- _What you are asked to do_:
Scan the material below and copy every line holding the word "road".

- _Provided records_:
──────

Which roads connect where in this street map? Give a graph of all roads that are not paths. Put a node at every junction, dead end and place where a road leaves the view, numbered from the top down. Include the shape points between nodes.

──────

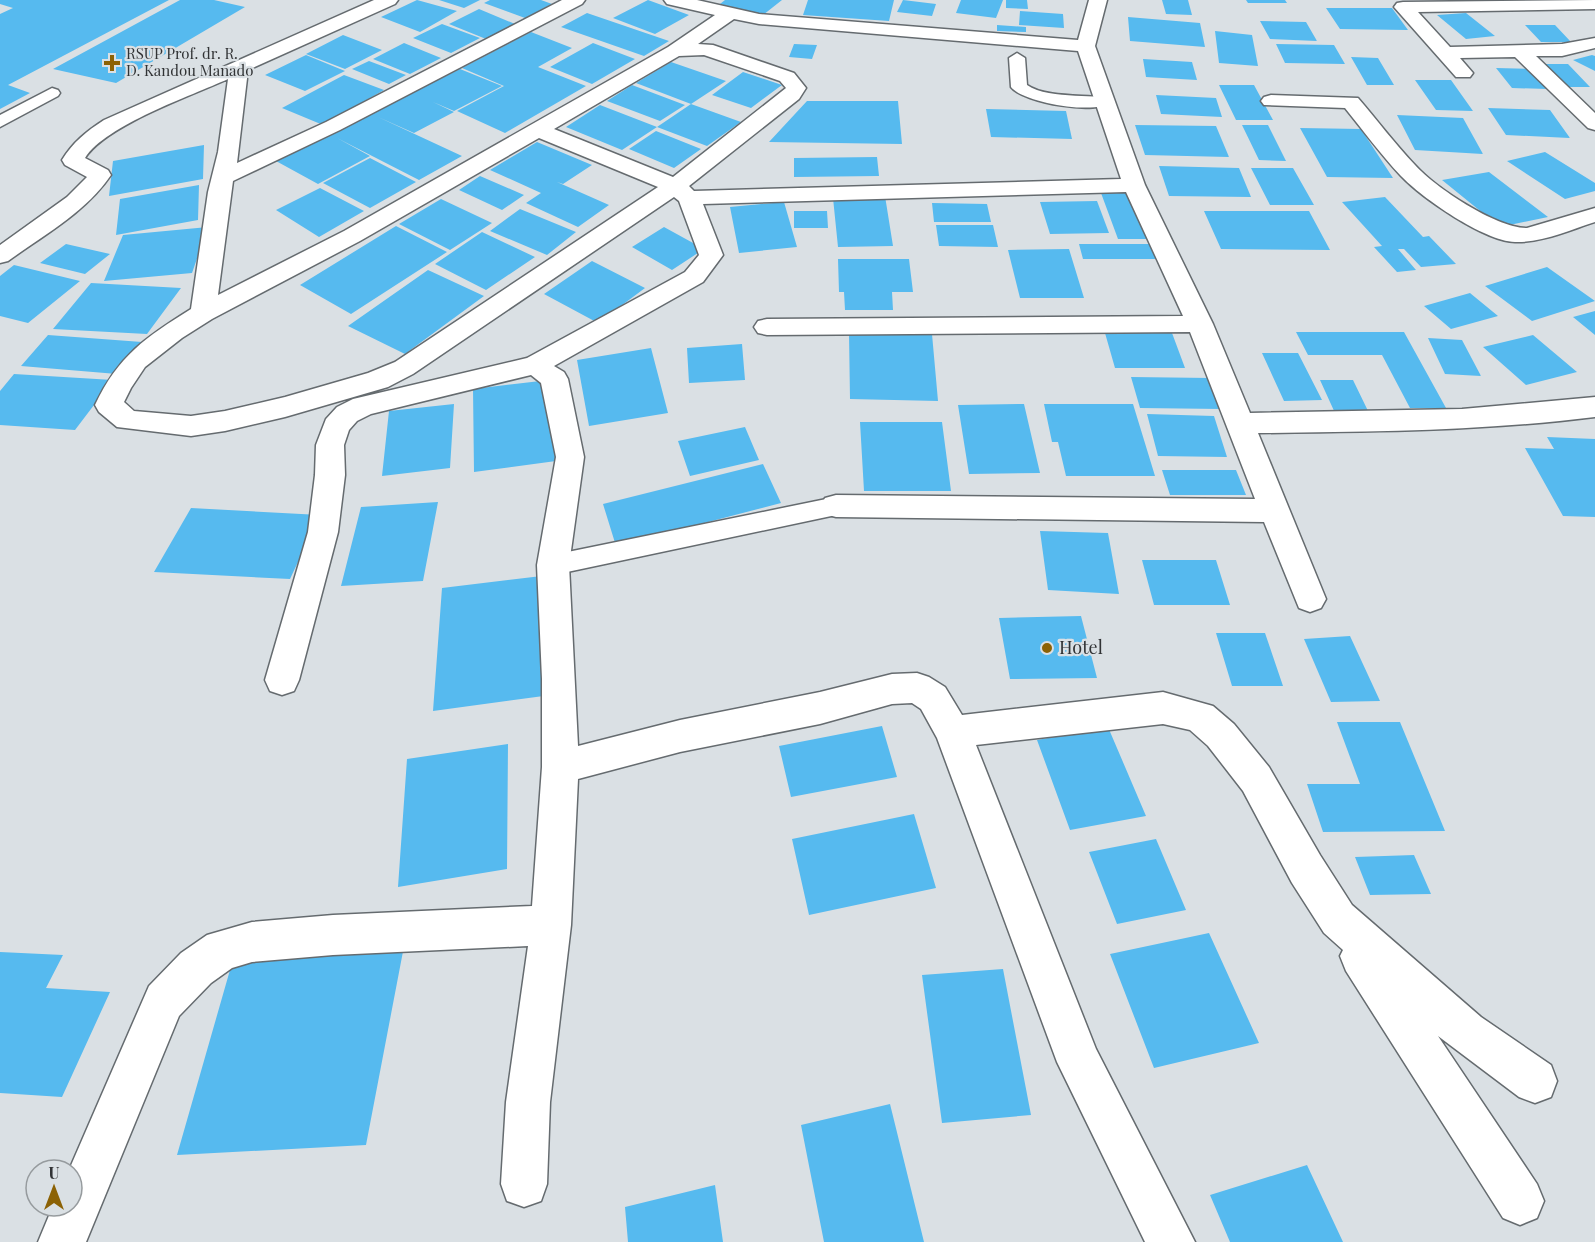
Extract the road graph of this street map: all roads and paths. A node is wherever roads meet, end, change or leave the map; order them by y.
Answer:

──────

- _Reply to the exercise_:
Which roads connect where in this street map? Give a graph of all roads that are not paths. Put a node at every junction, dead end and place where a road leaves the view, numbered from the top down. Include the shape points between nodes.
Extract the road graph of this street map: all roads and paths. A node is wherever roads meet, end, change or leave the map; order them by y.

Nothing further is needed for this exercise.